DynamoDB capacity modes represent a fundamental trade-off: On-Demand offers instant scalability with pay-per-request pricing (higher per-request cost but zero capacity planning), while Provisioned offers lower per-unit costs but requires capacity planning and may result in throttling if misconfigured. The exam tests your ability to select the appropriate mode based on workload patterns.

Exam Tip

The exam frequently presents scenarios where you must choose between On-Demand and Provisioned capacity based on workload predictability, cost constraints, and traffic patterns. Remember: On-Demand is ideal for unpredictable or spiky workloads, while Provisioned with auto-scaling is better for predictable, steady traffic with cost optimization requirements.

Key Concepts

DynamoDB Capacity Units

DynamoDB Read and Write Capacity Units
Figure 1: Understanding DynamoDB Capacity Units

Read Capacity Units (RCUs)

Definition: One RCU represents the throughput for one strongly consistent read per second, or two eventually consistent reads per second, for items up to 4 KB in size.

Key Calculations:

  • Strongly Consistent Read: 1 RCU = 1 read/second for items up to 4 KB
  • Eventually Consistent Read: 1 RCU = 2 reads/second for items up to 4 KB
  • Transactional Read: 2 RCUs = 1 transactional read/second for items up to 4 KB

Size Calculation: Items larger than 4 KB require additional RCUs. Round up to the next 4 KB boundary.

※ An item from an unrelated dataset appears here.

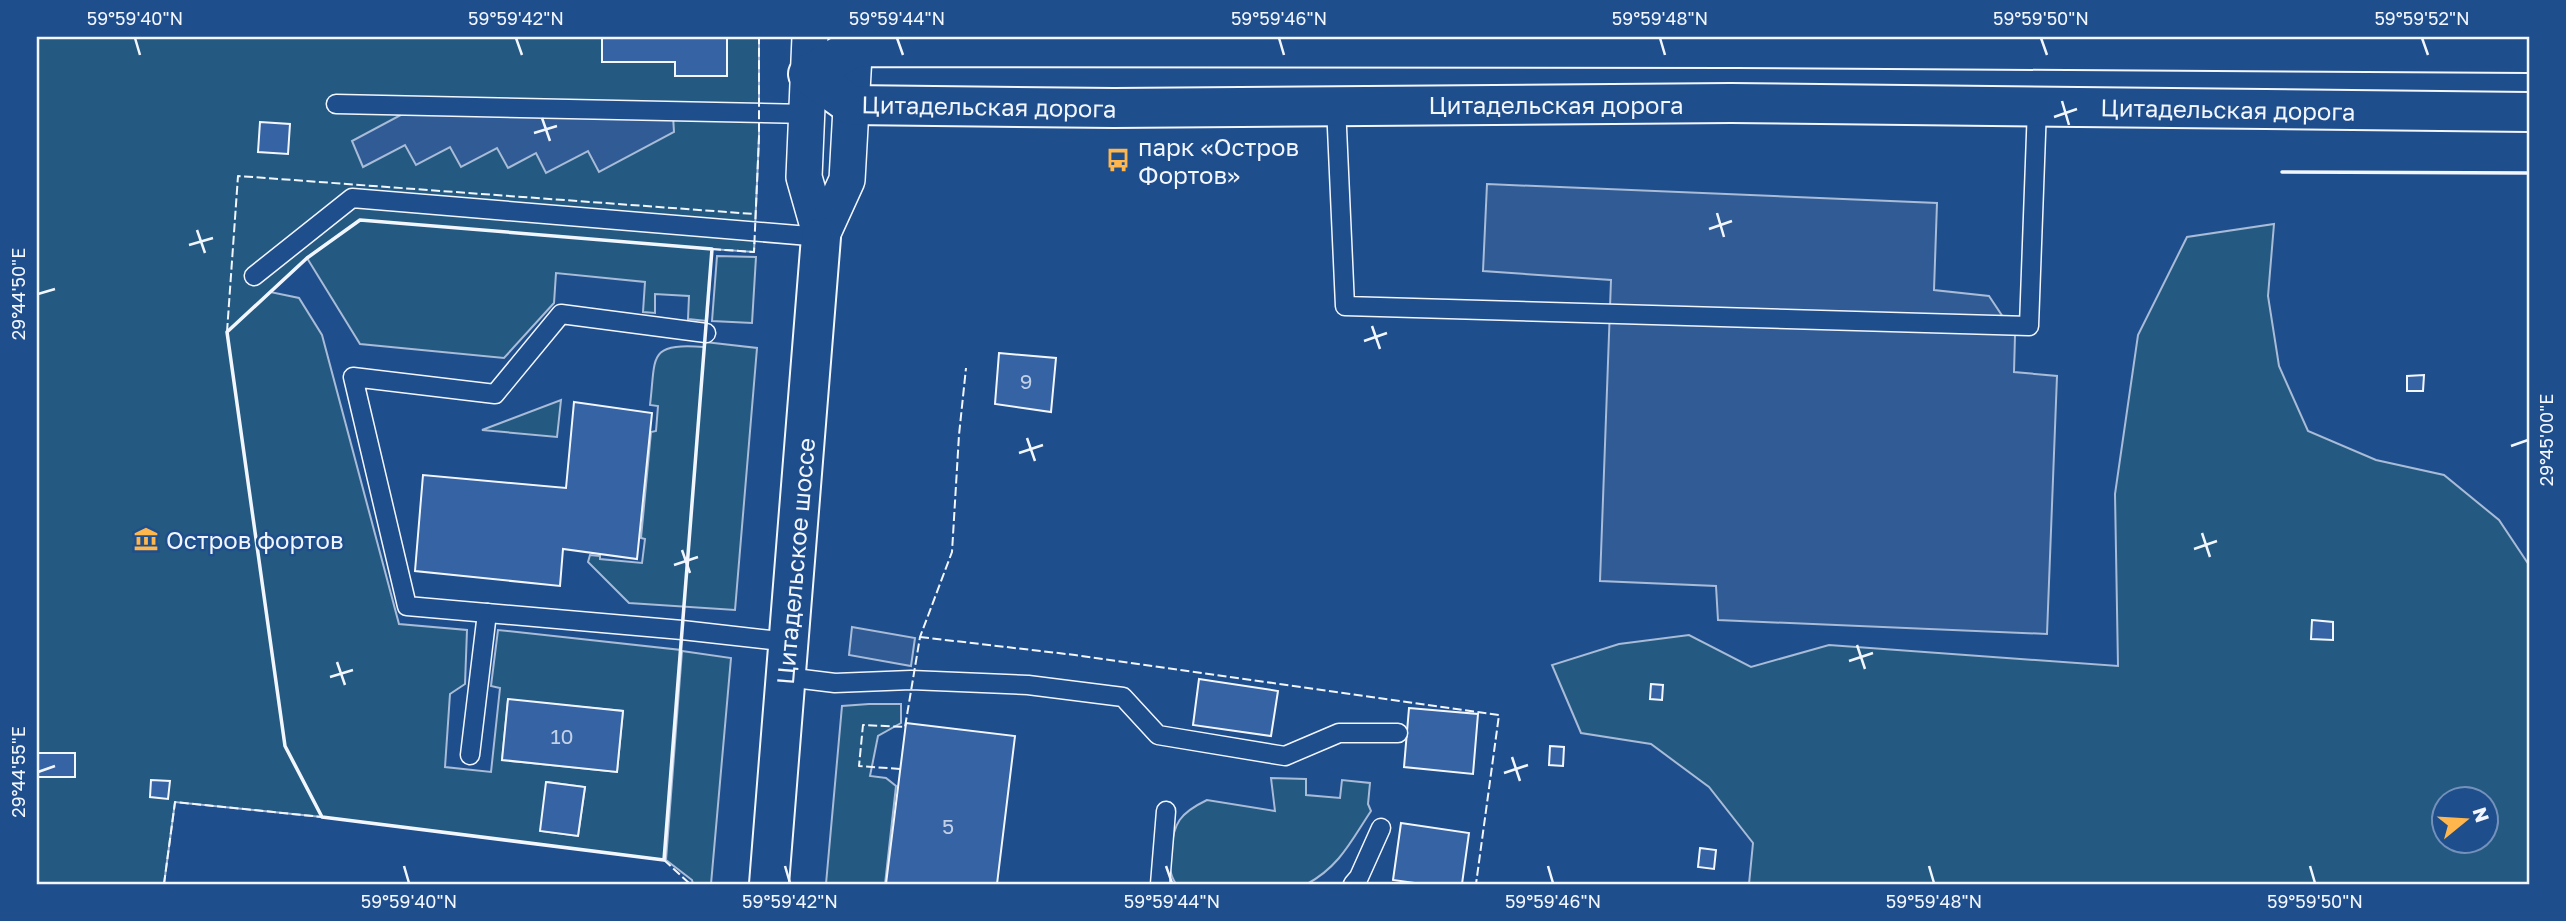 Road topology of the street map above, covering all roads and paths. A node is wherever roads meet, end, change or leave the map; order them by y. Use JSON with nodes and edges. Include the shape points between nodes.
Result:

Example: Reading a 6 KB item with strong consistency requires 2 RCUs (6 KB / 4 KB = 1.5, rounded up to 2)

Write Capacity Units (WCUs)

Definition: One WCU represents the throughput for one write per second for items up to 1 KB in size.

Key Calculations:

  • Standard Write: 1 WCU = 1 write/second for items up to 1 KB
  • Transactional Write: 2 WCUs = 1 transactional write/second for items up to 1 KB

Size Calculation: Items larger than 1 KB require additional WCUs. Round up to the next 1 KB boundary.

Example: Writing a 2.5 KB item requires 3 WCUs (2.5 KB / 1 KB = 2.5, rounded up to 3)

On-Demand Capacity Mode

DynamoDB On-Demand Mode Architecture
Figure 2: On-Demand Capacity Mode Flow

On-Demand Pricing Model

Purpose: Pay-per-request pricing with instant, automatic scaling for unpredictable workloads

Key Characteristics:

  • No capacity planning required - DynamoDB scales instantly
  • Charged per request: Read Request Units (RRUs) and Write Request Units (WRUs)
  • Can handle thousands of requests per second immediately
  • Tables can instantly accommodate up to 2x the previous peak traffic
  • No minimum fees or idle capacity charges
  • Switch from Provisioned to On-Demand once every 24 hours

Pricing (US-East-1, approximate):

  • Write Request Unit: $1.25 per million WRUs
  • Read Request Unit: $0.25 per million RRUs

Best For: New applications with unknown traffic, applications with unpredictable traffic, spiky or seasonal workloads, development/test environments

On-Demand Scaling Behavior

Initial Throughput: New tables start with capacity for up to 4,000 WRUs or 12,000 RRUs per second

Automatic Scaling:

  • DynamoDB automatically adapts to actual traffic patterns
  • Can instantly accommodate up to double the previous peak
  • If traffic exceeds 2x previous peak, DynamoDB continues to accommodate but may throttle briefly while scaling

Traffic Spikes:

  • Previous peak: The highest traffic level the table has experienced
  • If a spike exceeds 2x the previous peak, gradual increase is recommended
  • Use adaptive capacity to automatically isolate hot partitions

No Throttling (within limits): On-Demand mode virtually eliminates throttling for most workloads as long as traffic doesn't spike to more than double the previous peak instantly

Provisioned Capacity Mode

DynamoDB Provisioned Mode Architecture
Figure 3: Provisioned Capacity Mode Flow

Provisioned Capacity Overview

Purpose: Pre-allocate read and write capacity for predictable workloads at lower per-unit costs

Key Characteristics:

  • Specify expected reads/writes per second
  • Charged for provisioned capacity regardless of usage
  • Lower per-unit cost than On-Demand (~70% less expensive at scale)
  • Risk of throttling if actual traffic exceeds provisioned capacity
  • Can use burst capacity (unused capacity accumulates for up to 5 minutes)
  • Switch from On-Demand to Provisioned once every 24 hours

Pricing (US-East-1, approximate):

  • Write Capacity Unit: $0.00065 per WCU per hour ($0.47/month per WCU)
  • Read Capacity Unit: $0.00013 per RCU per hour ($0.09/month per RCU)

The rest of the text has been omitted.